Problem
The records below are to be retyped in full. Keep every word.

Source data
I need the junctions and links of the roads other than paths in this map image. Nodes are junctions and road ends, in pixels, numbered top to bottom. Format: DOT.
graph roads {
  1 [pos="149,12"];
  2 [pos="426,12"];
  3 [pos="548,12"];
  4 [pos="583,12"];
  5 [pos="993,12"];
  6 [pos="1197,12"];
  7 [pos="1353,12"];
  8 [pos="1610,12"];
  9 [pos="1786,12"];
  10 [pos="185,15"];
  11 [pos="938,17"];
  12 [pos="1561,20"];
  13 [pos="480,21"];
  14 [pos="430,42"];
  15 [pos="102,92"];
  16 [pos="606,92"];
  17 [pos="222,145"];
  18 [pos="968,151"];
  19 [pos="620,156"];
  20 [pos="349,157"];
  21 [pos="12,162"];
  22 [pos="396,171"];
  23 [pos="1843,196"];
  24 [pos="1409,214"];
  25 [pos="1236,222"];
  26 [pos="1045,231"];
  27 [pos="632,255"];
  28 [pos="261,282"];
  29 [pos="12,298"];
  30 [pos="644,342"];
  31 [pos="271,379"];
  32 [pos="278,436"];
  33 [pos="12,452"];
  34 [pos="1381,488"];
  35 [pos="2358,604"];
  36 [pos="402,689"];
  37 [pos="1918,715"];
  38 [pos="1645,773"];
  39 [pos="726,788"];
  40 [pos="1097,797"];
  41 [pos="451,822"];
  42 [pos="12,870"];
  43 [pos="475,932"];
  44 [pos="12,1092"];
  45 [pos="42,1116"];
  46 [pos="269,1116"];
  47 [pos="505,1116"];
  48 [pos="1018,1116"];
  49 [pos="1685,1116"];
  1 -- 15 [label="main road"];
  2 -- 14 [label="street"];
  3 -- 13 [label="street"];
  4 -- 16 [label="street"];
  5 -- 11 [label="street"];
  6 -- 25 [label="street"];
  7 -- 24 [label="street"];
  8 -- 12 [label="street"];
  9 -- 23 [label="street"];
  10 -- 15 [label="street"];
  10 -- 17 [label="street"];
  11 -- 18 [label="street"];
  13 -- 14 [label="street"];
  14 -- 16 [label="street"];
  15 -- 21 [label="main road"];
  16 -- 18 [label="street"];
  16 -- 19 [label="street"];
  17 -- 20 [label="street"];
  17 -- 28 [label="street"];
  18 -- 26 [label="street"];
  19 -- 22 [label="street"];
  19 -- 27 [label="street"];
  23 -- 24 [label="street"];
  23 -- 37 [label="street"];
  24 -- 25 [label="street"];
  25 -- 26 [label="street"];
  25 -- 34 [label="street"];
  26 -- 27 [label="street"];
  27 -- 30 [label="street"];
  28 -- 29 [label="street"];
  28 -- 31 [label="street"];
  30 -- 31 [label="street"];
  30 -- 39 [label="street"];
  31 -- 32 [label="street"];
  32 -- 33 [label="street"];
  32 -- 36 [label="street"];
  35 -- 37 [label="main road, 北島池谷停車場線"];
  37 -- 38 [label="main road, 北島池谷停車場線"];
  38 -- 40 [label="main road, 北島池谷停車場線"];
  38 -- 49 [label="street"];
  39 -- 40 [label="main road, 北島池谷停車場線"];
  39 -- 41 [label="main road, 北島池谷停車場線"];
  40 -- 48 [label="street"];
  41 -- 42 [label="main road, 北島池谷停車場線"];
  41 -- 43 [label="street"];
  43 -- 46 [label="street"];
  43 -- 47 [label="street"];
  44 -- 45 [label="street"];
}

The answer
I need the junctions and links of the roads other than paths in this map image. Nodes are junctions and road ends, in pixels, numbered top to bottom. Format: DOT.
graph roads {
  1 [pos="149,12"];
  2 [pos="426,12"];
  3 [pos="548,12"];
  4 [pos="583,12"];
  5 [pos="993,12"];
  6 [pos="1197,12"];
  7 [pos="1353,12"];
  8 [pos="1610,12"];
  9 [pos="1786,12"];
  10 [pos="185,15"];
  11 [pos="938,17"];
  12 [pos="1561,20"];
  13 [pos="480,21"];
  14 [pos="430,42"];
  15 [pos="102,92"];
  16 [pos="606,92"];
  17 [pos="222,145"];
  18 [pos="968,151"];
  19 [pos="620,156"];
  20 [pos="349,157"];
  21 [pos="12,162"];
  22 [pos="396,171"];
  23 [pos="1843,196"];
  24 [pos="1409,214"];
  25 [pos="1236,222"];
  26 [pos="1045,231"];
  27 [pos="632,255"];
  28 [pos="261,282"];
  29 [pos="12,298"];
  30 [pos="644,342"];
  31 [pos="271,379"];
  32 [pos="278,436"];
  33 [pos="12,452"];
  34 [pos="1381,488"];
  35 [pos="2358,604"];
  36 [pos="402,689"];
  37 [pos="1918,715"];
  38 [pos="1645,773"];
  39 [pos="726,788"];
  40 [pos="1097,797"];
  41 [pos="451,822"];
  42 [pos="12,870"];
  43 [pos="475,932"];
  44 [pos="12,1092"];
  45 [pos="42,1116"];
  46 [pos="269,1116"];
  47 [pos="505,1116"];
  48 [pos="1018,1116"];
  49 [pos="1685,1116"];
  1 -- 15 [label="main road"];
  2 -- 14 [label="street"];
  3 -- 13 [label="street"];
  4 -- 16 [label="street"];
  5 -- 11 [label="street"];
  6 -- 25 [label="street"];
  7 -- 24 [label="street"];
  8 -- 12 [label="street"];
  9 -- 23 [label="street"];
  10 -- 15 [label="street"];
  10 -- 17 [label="street"];
  11 -- 18 [label="street"];
  13 -- 14 [label="street"];
  14 -- 16 [label="street"];
  15 -- 21 [label="main road"];
  16 -- 18 [label="street"];
  16 -- 19 [label="street"];
  17 -- 20 [label="street"];
  17 -- 28 [label="street"];
  18 -- 26 [label="street"];
  19 -- 22 [label="street"];
  19 -- 27 [label="street"];
  23 -- 24 [label="street"];
  23 -- 37 [label="street"];
  24 -- 25 [label="street"];
  25 -- 26 [label="street"];
  25 -- 34 [label="street"];
  26 -- 27 [label="street"];
  27 -- 30 [label="street"];
  28 -- 29 [label="street"];
  28 -- 31 [label="street"];
  30 -- 31 [label="street"];
  30 -- 39 [label="street"];
  31 -- 32 [label="street"];
  32 -- 33 [label="street"];
  32 -- 36 [label="street"];
  35 -- 37 [label="main road, 北島池谷停車場線"];
  37 -- 38 [label="main road, 北島池谷停車場線"];
  38 -- 40 [label="main road, 北島池谷停車場線"];
  38 -- 49 [label="street"];
  39 -- 40 [label="main road, 北島池谷停車場線"];
  39 -- 41 [label="main road, 北島池谷停車場線"];
  40 -- 48 [label="street"];
  41 -- 42 [label="main road, 北島池谷停車場線"];
  41 -- 43 [label="street"];
  43 -- 46 [label="street"];
  43 -- 47 [label="street"];
  44 -- 45 [label="street"];
}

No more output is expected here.